Peca, an assistant coach with the Rochester Americans, can’t think of a former teammate or opponent or find anyone in today’s game who resembles the type of player Peterka, 20, can become someday.
“He has no idea how good he can be yet, which is scary,” said Peca, a popular former Sabres captain and the 1997 Selke Trophy winner. “It’s the blend of power and speed and the skill set, his hands and his shot, and his ability to play in a physical game. Like, he can play in any environment and he can dominate in any environment.
“It’s just a matter of sticking with it and being patient early in his journey because it’s gonna be easy to get frustrated. … I mean, 98 percent of guys that start their NHL career are going to face some adversity and some challenges.”
Two prospects in this week’s development camp will likely be starting their NHL careers this season: Peterka and winger Jack Quinn. Each youngster showcased massive growth in 2021-22, becoming dynamic presences as AHL rookies.
Peterka compiled 28 goals and a team-leading 68 points in 70 regular-season games for the Amerks and another seven goals and 12 points in 10 playoff outings.
Meanwhile, Quinn, 20, registered 26 goals and 61 points in just 45 outings, gaudy numbers that earned AHL Rookie of the Year honors. He mustered just two assists in the postseason, although he performed better than his numbers might indicate.
While the Sabres won’t say it, Peterka and Quinn, both of whom played their first two NHL games last season, have likely secured spots with the big club for the upcoming campaign.

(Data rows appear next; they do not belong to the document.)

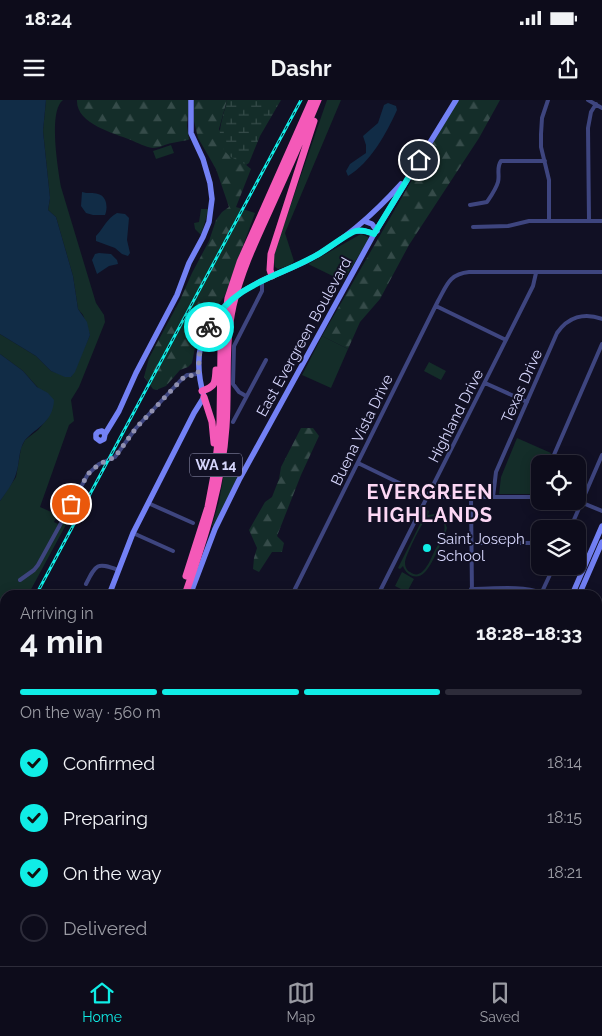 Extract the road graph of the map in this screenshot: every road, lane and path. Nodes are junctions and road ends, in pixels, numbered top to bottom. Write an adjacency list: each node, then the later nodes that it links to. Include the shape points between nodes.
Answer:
1 (191, 100): 37 (street, via 191,133 210,183 210,216 177,295)
2 (312, 100): 25 (highway, WA 14, via 240,262)
3 (320, 100): 21 (highway, via 274,244 270,262); 64 (highway, WA 14, via 251,251 238,288 228,344 226,427 220,478 208,529)
4 (456, 100): 10 (street, East Evergreen Boulevard)
5 (548, 100): 9 (street, via 542,118)
6 (588, 100): 7 (street)
7 (596, 104): 8 (street); 12 (street, via 588,128)
8 (602, 108)
9 (545, 161): 11 (street, via 501,161 498,182 487,202); 14 (street, via 550,180)
10 (408, 177): 13 (street); 18 (street, East Evergreen Boulevard)
11 (470, 205)
12 (589, 220): 14 (street); 15 (street)
13 (364, 221): 17 (street); 18 (street, via 372,224)
14 (549, 221): 16 (street)
15 (602, 221)
16 (473, 227)
17 (354, 231): 18 (street); 21 (street, via 314,257)
18 (376, 232): 65 (street, East Evergreen Boulevard, via 224,509)
19 (602, 272): 20 (street)
20 (536, 273): 23 (street, Buena Vista Drive, via 461,273 449,281); 26 (street, Highland Drive, via 533,286)
21 (272, 276): 22 (street)
22 (262, 280): 29 (street, via 233,298 216,317 200,348); 32 (street, via 262,291 234,346 233,384)
23 (436, 306): 26 (street); 40 (street, Buena Vista Drive)
24 (602, 318): 33 (street, Texas Drive, via 586,315 568,320 562,326)
25 (222, 330): 31 (highway, via 214,384); 42 (highway, WA 14, via 219,428)
26 (506, 340): 30 (street, Highland Drive)
27 (602, 344): 39 (street)
28 (266, 360): 32 (street)
29 (198, 374): 31 (street); 59 (street, via 184,377 136,428 115,457 99,464 88,474 38,565)
30 (485, 383): 33 (street); 43 (street, Highland Drive)
31 (203, 394): 34 (street); 35 (highway)
32 (246, 396): 36 (street)
33 (527, 402): 45 (street, Texas Drive, via 496,472)
34 (197, 407): 35 (highway); 47 (street)
35 (207, 409): 42 (highway, via 214,432)
36 (232, 422)
37 (105, 434)
38 (602, 454): 41 (street)
39 (554, 455)
40 (358, 463): 43 (street); 66 (street, Buena Vista Drive)
41 (586, 487)
42 (212, 490): 63 (highway, WA 14)
43 (428, 497): 44 (street); 67 (street, Highland Drive)
44 (471, 497): 45 (street); 54 (street)
45 (494, 497): 46 (street)
46 (531, 497)
47 (148, 503): 50 (street); 52 (street)
48 (586, 504): 49 (street)
49 (602, 511)
50 (193, 523)
51 (602, 526): 70 (street)
52 (133, 533): 56 (street); 57 (street)
53 (602, 542): 71 (street)
54 (471, 543): 55 (street); 61 (street)
55 (531, 544)
56 (173, 551)
57 (118, 570): 60 (street, via 96,566); 62 (street)
58 (550, 575): 69 (street)
59 (20, 580)
60 (86, 584)
61 (472, 589): 68 (street)
62 (111, 590)
63 (182, 590)
64 (187, 590)
65 (192, 590)
66 (294, 590)
67 (381, 590)
68 (526, 590)
69 (543, 590)
70 (574, 590)
71 (581, 590)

“I’m not banking on getting the opportunity to be with them again,” Amerks coach Seth Appert said following Wednesday’s session of camp inside LECOM Harborcenter. “But those things will be determined at a later date.”
So far this offseason, the Sabres have signed just defensemen or goalies. The openings are there for Peterka and Quinn to grab.
“I’m not looking at really how many spots are open or trying to do the math, just getting ready and trying to improve my game this summer and continuing to take steps this summer,” Quinn said Friday. “And when camp comes, hopefully I’ll show I’m ready.”
Peca said: “I’m excited to see both of them play next year.”
Peterka and Quinn have learned their natural talent and scoring prowess will only take them so far. As last season progressed, they developed more mature games.
Peca, for example, said at the start of the year, they never expected Peterka would kill penalties.
“When I came down, I didn’t think that, either, that I’d be a penalty killer at the end of the season,” Peterka said. “But, I mean, it’s always about the ice time. If you can gain the trust from the coach also killing penalties, it means a lot for me.”
Peca said he and others helped Peterka “understand how much he can impact the game without scoring.” He needed to learn to play without the puck on defense and offense.
“Incredibly fast, powerful, instinctual,” Peca said of Peterka. “He became one of our best penalty-killers by the end of season.”
Still, it took time for Peterka and other young players to grasp new concepts. Peca said early in the season, Peterka would “be upset, he’d be frustrated.”
“Then you show him things that he did that had nothing to do with scoring a goal but that helped prevent a goal or helped us win a hockey game,” he said. “And I think as time went on, he kind of grew and matured and understood those things a lot more.”
Peca said coaching Peterka and Quinn is “the most fun you could ever expect.”
“Especially being in Rochester where we’re trying to develop these guys for the Buffalo Sabres,” he said.
The small taste of the NHL they experienced last season helped buoy their development.
“I saw what the National League was all about,” Peterka said. “And I think after that I had a different feeling, kind of like the difference between the ‘A’ and the NHL. So I think my game really grew after that as well.”
Peterka scored 24 of his regular-season goals after earning his recall in late December.
Quinn, who scored once with the Sabres, stayed in Buffalo longer because he suffered a lower-body injury.
“It was just great experience to see what it was like and just mentally kind of know what to expect, I guess,” Quinn said of the NHL. “That just helps with being confident and training and knowing what you’re getting yourself into, knowing what you’re preparing yourself for come September and October.”
The camp will conclude this morning at 9:15 with the French Connection Tournament, an intrasquad three-on-three challenge.